Issues lengthy rebuttal to research firm’s incendiary report
Nikola Corp., under fire from a short seller for alleged fraudulent performance claims, has issue a lengthy statement rebutting the allegations, calling the report by Hindenburg research “false and defamatory.”
Additionally, Phoenix-based Nikola, developer of an electric pickup and a line of electric heavy vehicles for the commercial market, said it has filed a complaint with the Securities and Exchange Commission against Hindenburg.
[A 4-min. read]
Hindenburg leveled the claims against Nikola and its founder, Trevor Milton, is a lengthy report published on Sept. 10. The research firm holds a short position in Nikola’s sock – meaning it profits if the stock price falls.
Nikola’s shares fell as low as $29.11 this morning in trading on the NASDAQ exchange, but had climbed to $35.95 by late afternoon. The stock was trading at $37.57 when the Hindenburg report was released.
In its statement Monday, Nikola said that the research report, issued just two days after Nikola and General Motors Corp. announced a 10-year deal potentially worth billions of dollars to each, was “opportunistic” in its timing and represented an effort to manipulate the market.
Nikola has yet to begin selling vehicles but has designed a trio of commercial freight trucks, or “semis,’ as well as a heavy duty refuse truck and a pickup truck for the retail market. All use electric propulsion systems.
The company has said it has thousands of pre-production orders for its trucks. They include at least 2,500 refuse trucks for Republic Services Inc. and up to 800 semis for brewing giant Anheuser-Busch and several hundred for freight hauler U.S. Express.
Nikola’s trucks can be powered either by a proprietary hydrogen fuel-cell system or a battery-electric system.
As part of its marketing strategy, Nikola has committed to producing hydrogen at prices competitive with diesel fuel and to building a nationwide network of hydrogen fueling and electric battery charging stations to supply the trucks.
The Researchers’ Case
Among Hindenburg’s claims were charged that Milton regularly misstated the state of readiness of prototype trucks it showed investors; misstated his company’s abilities to produce hydrogen, and overstated the value of pre-production orders from customers including U.S. Express.
In its rebuttal, Nikola on Wednesday said that its claims have always been true and that Hindenburg cherry-picked incidents and comments in order to make its case.
Hindenburg alleged that Milton represented a prototype truck shown in 2016 as fully functioning when it wasn’t capable of operating under its own power; that a promotional video showing a pre-production truck in 2017 running on a stretch of high-desert highway failed to make it clear that the truck was coasting down a long grade; and that Milton’s claims that its European-specification Nikola Tre semi was under construction in Germany weren’t true.

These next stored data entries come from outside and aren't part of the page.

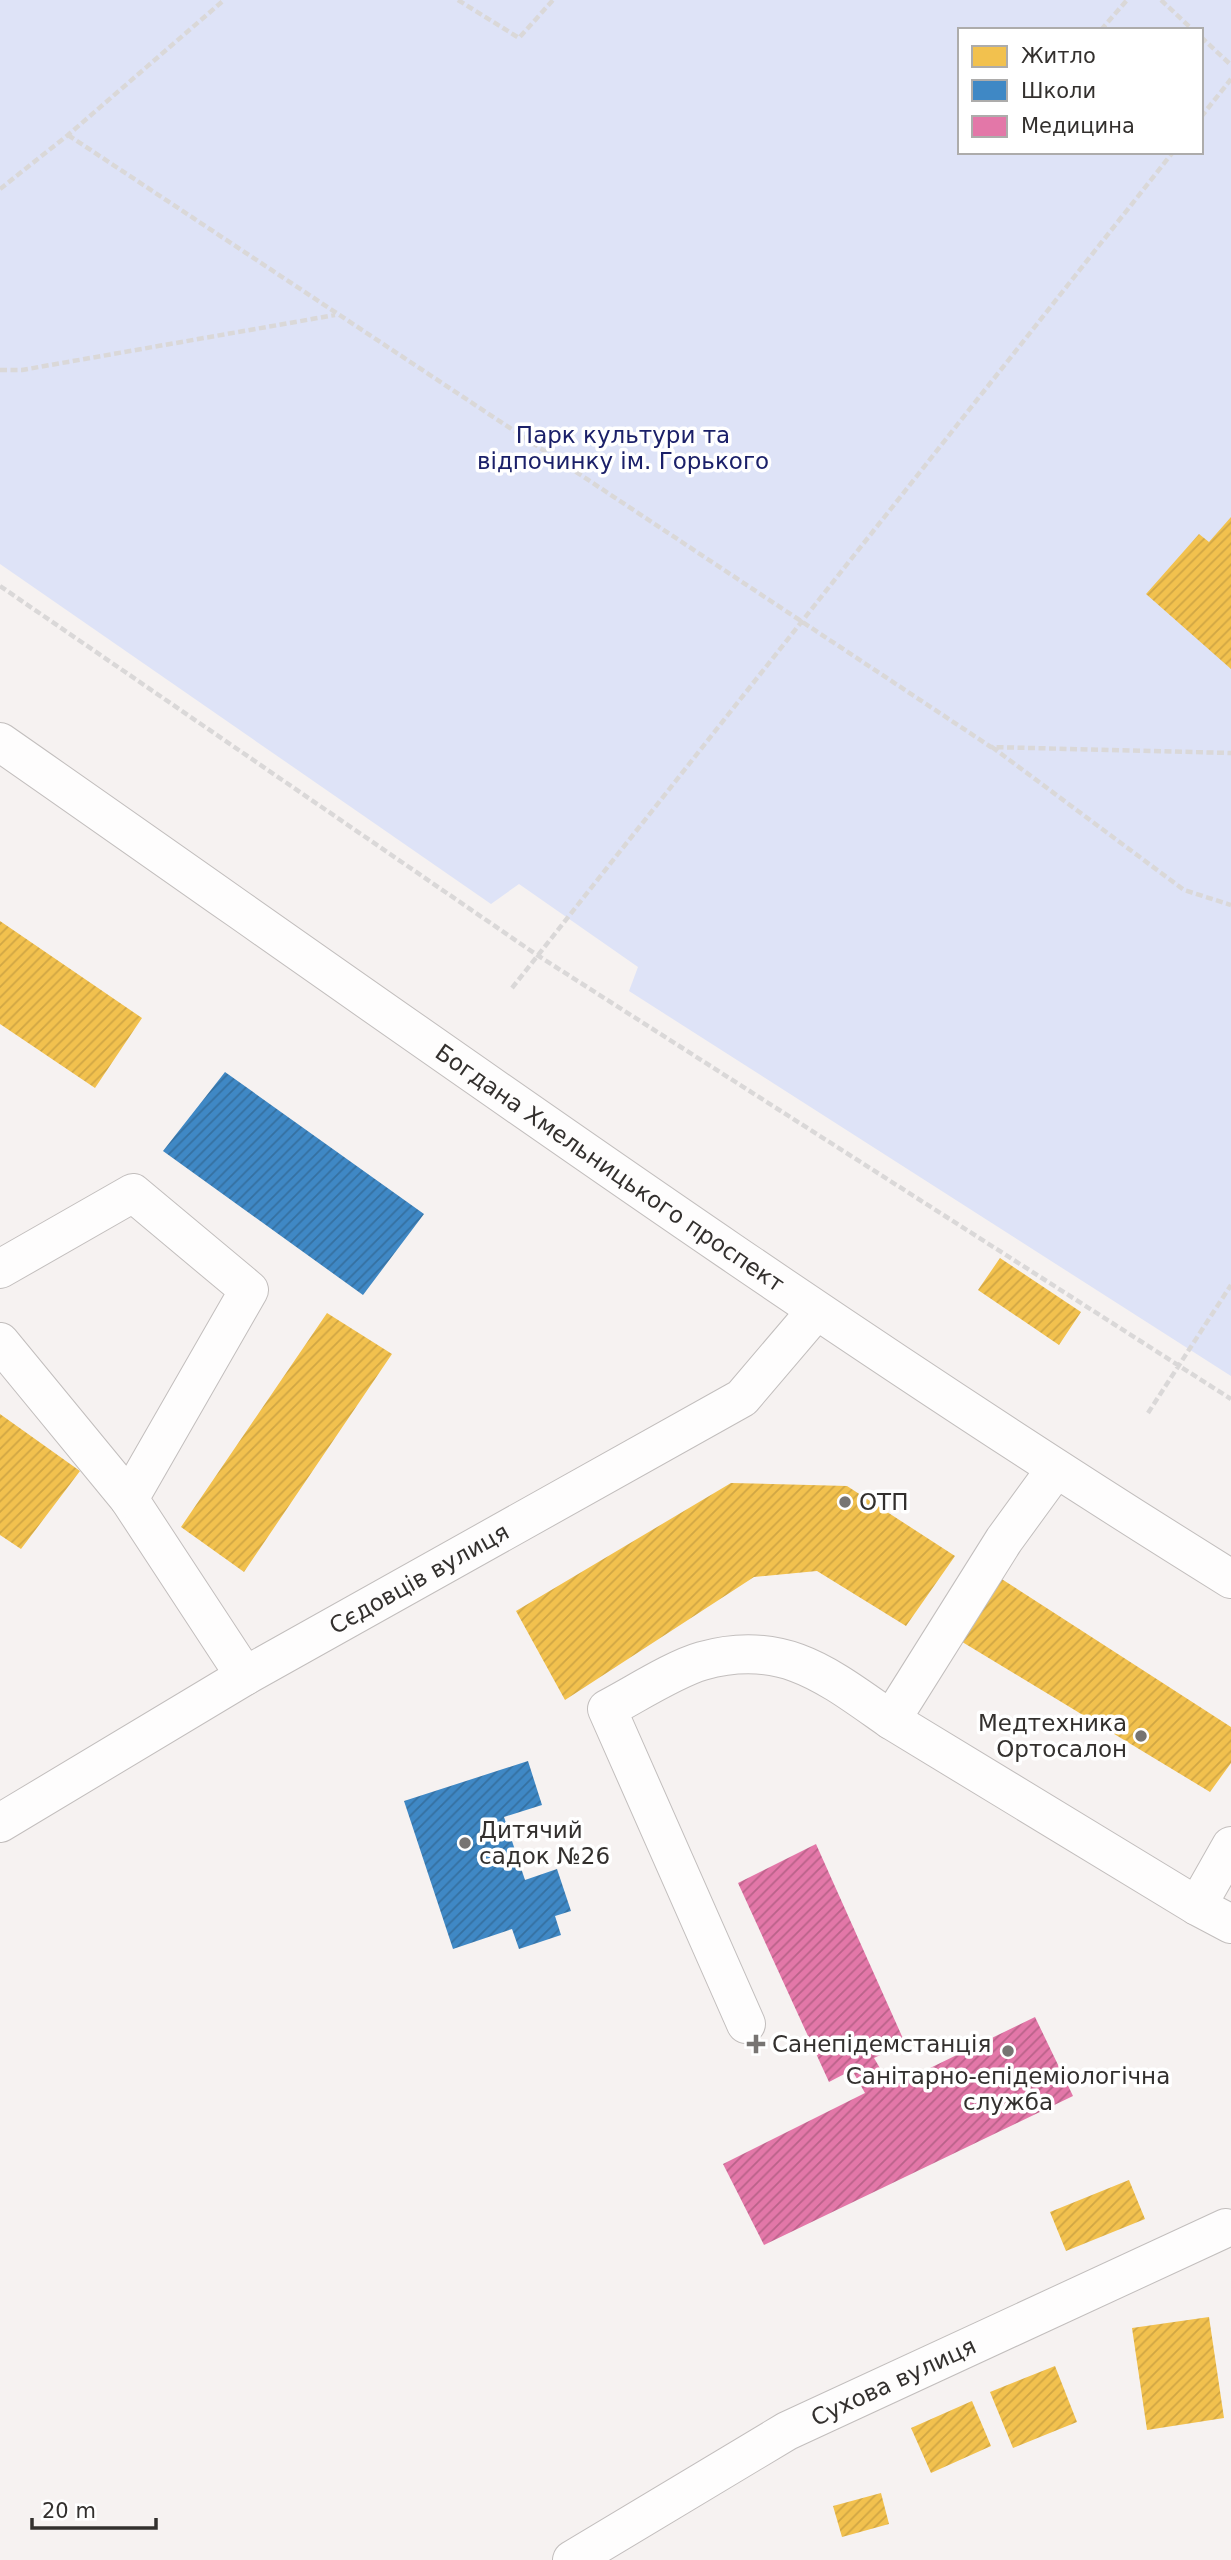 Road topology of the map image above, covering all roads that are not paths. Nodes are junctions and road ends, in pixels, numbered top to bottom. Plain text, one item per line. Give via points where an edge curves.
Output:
1 (0, 742) edge
2 (0, 1269) edge
3 (816, 1311) junction
4 (0, 1342) edge
5 (1055, 1470) junction
6 (128, 1499) junction
7 (1231, 1578) edge
8 (245, 1676) junction
9 (891, 1720) junction
10 (0, 1823) edge
11 (1231, 1846) edge
12 (1197, 1906) junction
13 (1231, 1924) edge
14 (746, 2024) dead end
15 (1226, 2228) dead end
16 (572, 2560) edge

1 - 3 main road, Богдана Хмельницького проспект
2 - 6 main road via 132,1193 249,1290
3 - 5 main road, Богдана Хмельницького проспект
3 - 8 main road, Сєдовців вулиця via 743,1398
4 - 6 main road
5 - 7 main road, Богдана Хмельницького проспект
5 - 9 main road via 1004,1540
6 - 8 main road
8 - 10 main road, Сєдовців вулиця
9 - 12 main road
9 - 14 main road via 824,1673 764,1652 701,1661 607,1709
11 - 12 main road
12 - 13 main road
15 - 16 main road, Сухова вулиця via 787,2431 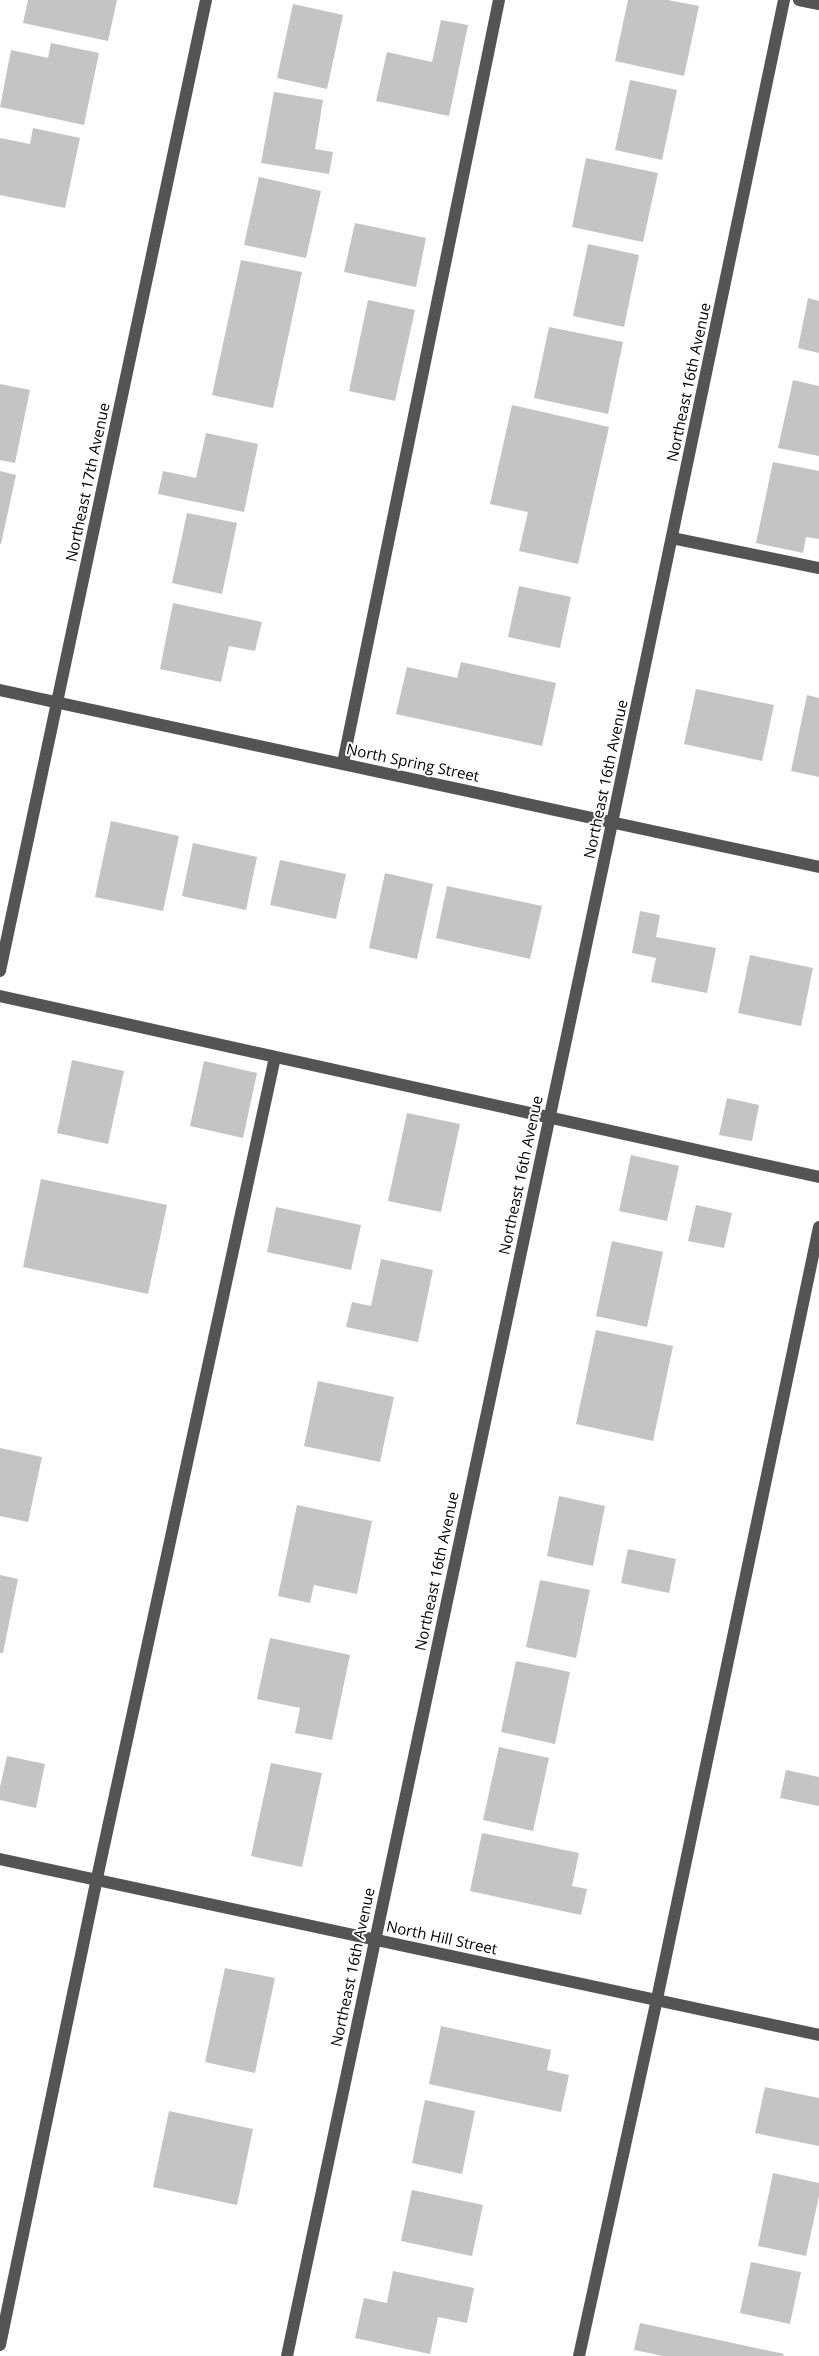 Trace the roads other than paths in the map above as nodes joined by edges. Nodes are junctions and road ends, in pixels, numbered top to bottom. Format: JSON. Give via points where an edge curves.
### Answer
{"nodes":[{"id":1,"x":206,"y":0,"type":"edge"},
{"id":2,"x":499,"y":0,"type":"edge"},
{"id":3,"x":784,"y":0,"type":"edge"},
{"id":4,"x":799,"y":0,"type":"edge"},
{"id":5,"x":819,"y":4,"type":"edge"},
{"id":6,"x":672,"y":538,"type":"junction"},
{"id":7,"x":819,"y":568,"type":"edge"},
{"id":8,"x":0,"y":690,"type":"edge"},
{"id":9,"x":57,"y":702,"type":"junction"},
{"id":10,"x":343,"y":763,"type":"junction"},
{"id":11,"x":612,"y":822,"type":"junction"},
{"id":12,"x":819,"y":866,"type":"edge"},
{"id":13,"x":0,"y":971,"type":"edge"},
{"id":14,"x":0,"y":996,"type":"edge"},
{"id":15,"x":274,"y":1057,"type":"junction"},
{"id":16,"x":549,"y":1119,"type":"junction"},
{"id":17,"x":819,"y":1177,"type":"edge"},
{"id":18,"x":819,"y":1227,"type":"edge"},
{"id":19,"x":0,"y":1859,"type":"edge"},
{"id":20,"x":98,"y":1878,"type":"junction"},
{"id":21,"x":374,"y":1939,"type":"junction"},
{"id":22,"x":656,"y":2000,"type":"junction"},
{"id":23,"x":819,"y":2035,"type":"edge"},
{"id":24,"x":0,"y":2345,"type":"edge"},
{"id":25,"x":287,"y":2356,"type":"edge"},
{"id":26,"x":579,"y":2356,"type":"edge"}],
"edges":[{"from":1,"to":9,"type":"street","name":"Northeast 17th Avenue"},
{"from":2,"to":10,"type":"street"},
{"from":3,"to":6,"type":"street","name":"Northeast 16th Avenue"},
{"from":4,"to":5,"type":"street"},
{"from":6,"to":7,"type":"street"},
{"from":6,"to":11,"type":"street","name":"Northeast 16th Avenue"},
{"from":8,"to":9,"type":"street","name":"North Spring Street"},
{"from":9,"to":10,"type":"street","name":"North Spring Street"},
{"from":9,"to":13,"type":"street","name":"Northeast 17th Avenue"},
{"from":10,"to":11,"type":"street","name":"North Spring Street"},
{"from":11,"to":12,"type":"street","name":"North Spring Street"},
{"from":11,"to":16,"type":"street","name":"Northeast 16th Avenue"},
{"from":14,"to":15,"type":"street"},
{"from":15,"to":16,"type":"street"},
{"from":15,"to":20,"type":"street"},
{"from":16,"to":17,"type":"street"},
{"from":16,"to":21,"type":"street","name":"Northeast 16th Avenue"},
{"from":18,"to":22,"type":"street"},
{"from":19,"to":20,"type":"street","name":"North Hill Street"},
{"from":20,"to":21,"type":"street","name":"North Hill Street"},
{"from":20,"to":24,"type":"street"},
{"from":21,"to":22,"type":"street","name":"North Hill Street"},
{"from":21,"to":25,"type":"street","name":"Northeast 16th Avenue"},
{"from":22,"to":23,"type":"street","name":"North Hill Street"},
{"from":22,"to":26,"type":"street"}]} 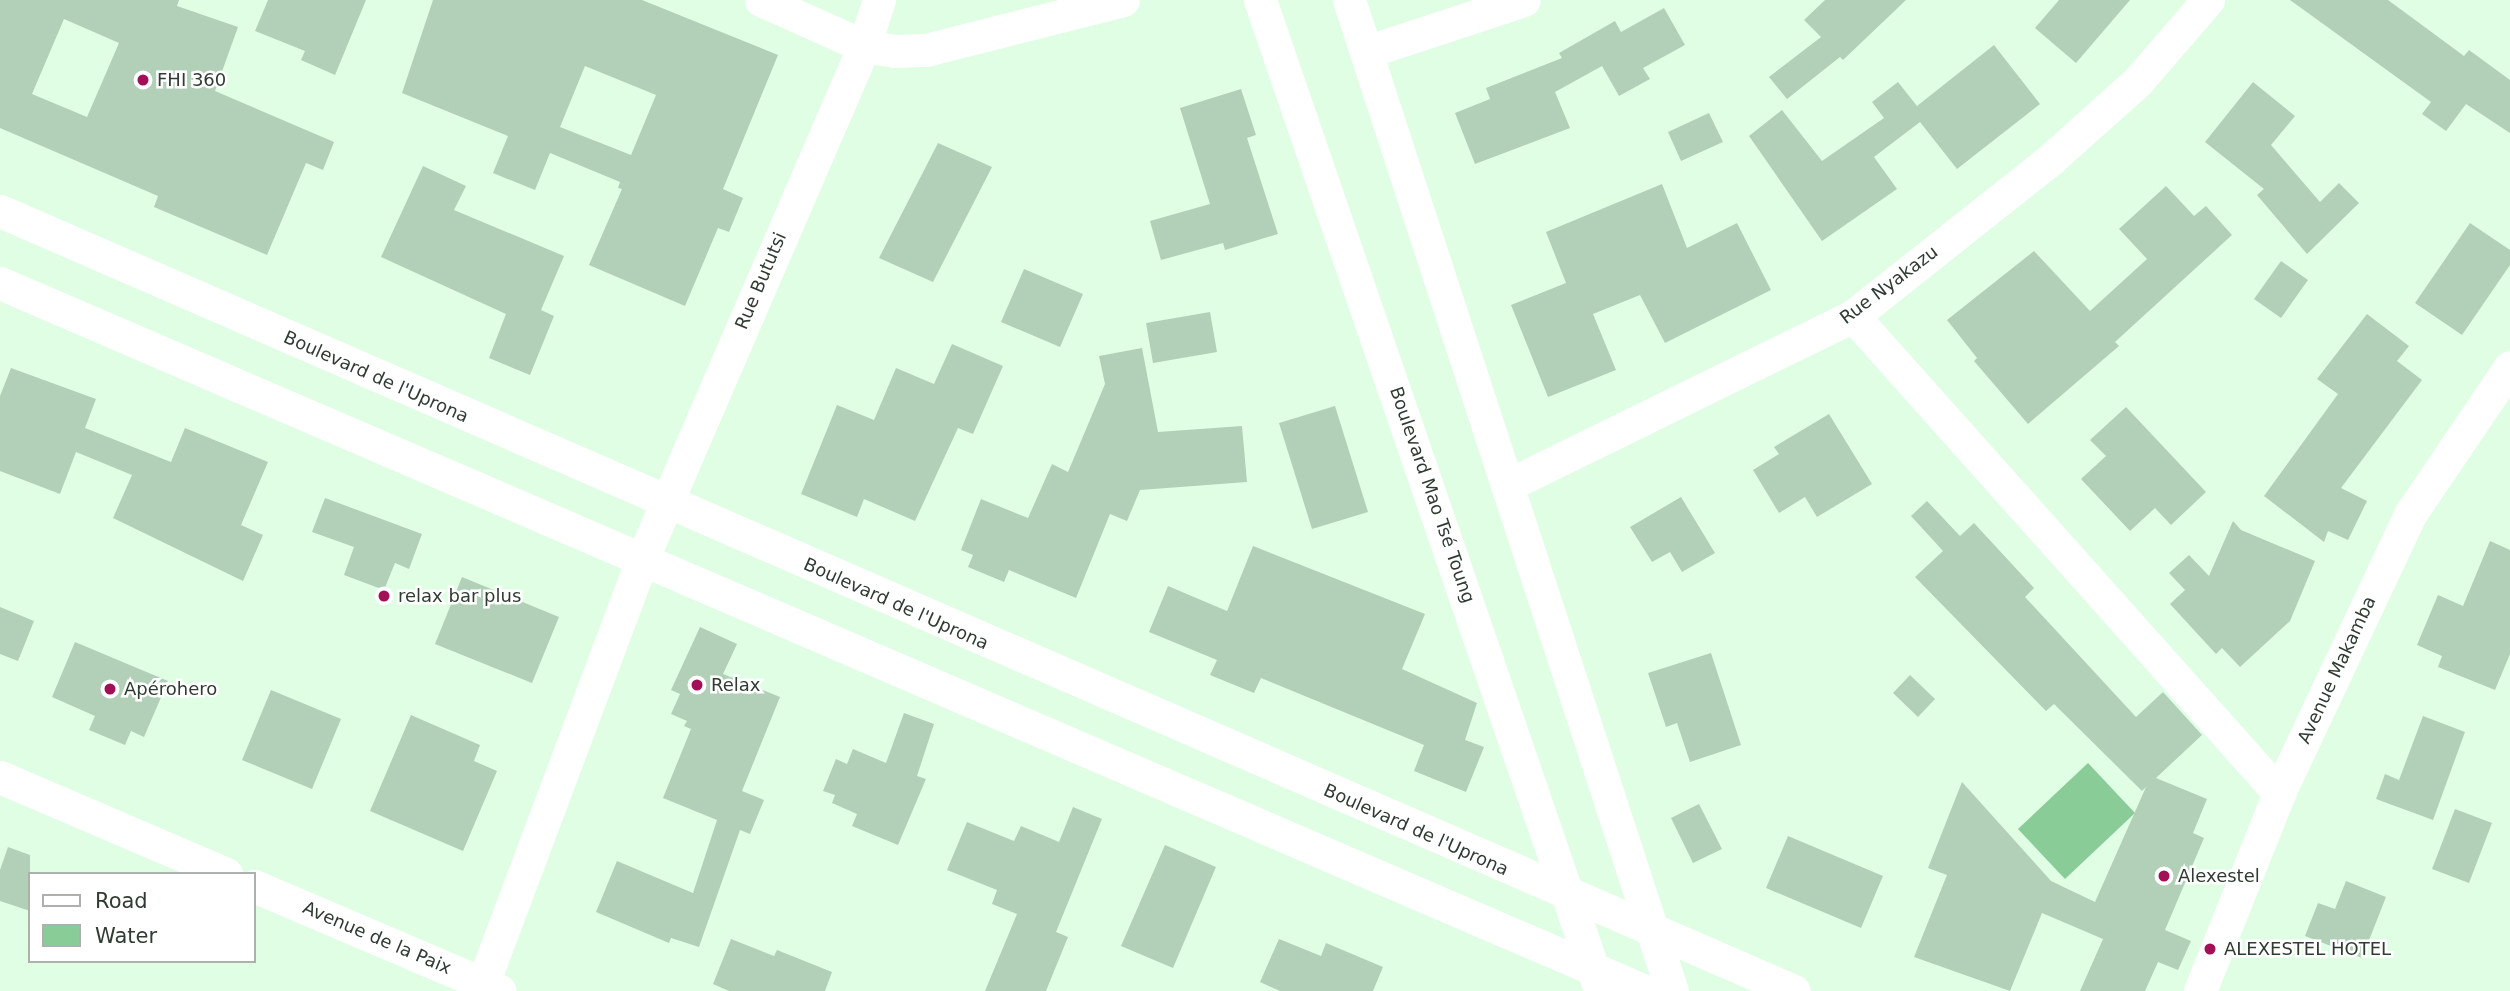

The report also questioned Nikola’s ability to produce hydrogen – a centerpiece of the company’s hydrogen fuel-cell powertrain strategy – or to make good on its claims of developing advanced battery technologies.
In rebuttal, Nikola on Monday said that:
The 2016 truck couldn’t be driven because its components had been taken out for display but that each component – transmission, batteries, motors, power inverters and other components were all fully functioning.
It never claimed that the truck in the 2017 video was moving under its own power “although the truck was designed to do just that.” Nikola said it described the truck in the video simply as being “in motion.”
Hindenburg linked Nikola’s battery technology claims to subsequently canceled talks with a battery company called ZapGo Ltd. when, in fact, the technology advances are being developed in “an ongoing confidential R&D partnership with a leading academic institution, not ZapGo.”
The report’s claim that Nikola wasn’t producing the pre-production versions of European-market trucks that it had publicly said were under construction is false. The report cited statements form a Robert Bosch GmbH employee to support its claim, but Bosch – Nikola’s engineering and development partner – has said the quotes were taken out of context. Nikola said that five pre-production trucks are in fact being built at a Bosch facility in Ulm, Germany.
Nikola’s statement goes on to identify and rebut numerous other claims made by Hindenburg.
While the report certainly affected Nikola’s stock price for a few days, the company’s shares seemed Monday to be heading back to pre-Hindenburg levels.
Unless the SEC does investigate and take some action to uphold or refute the research firm’s claims, the whole mess likely will become a “they said –we said” dispute that will haunt Nikola until it settles things through its real word performance.
Meantime. Nikola is relying on its history of investment successes and business partnerships to show that it is a company that’s on the up-and-up.
It said in Monday’s statement that is “has been through extensive due diligence” investigations by numerous major players “starting with Bosch in 2017, [South Korean conglomerate] Hanwha Group and [venture investor] ValueAct Capital in 2018, CHN Industrial N.V. [parent of Iveco trucks ] in 2019 and…General Motors in 2020.”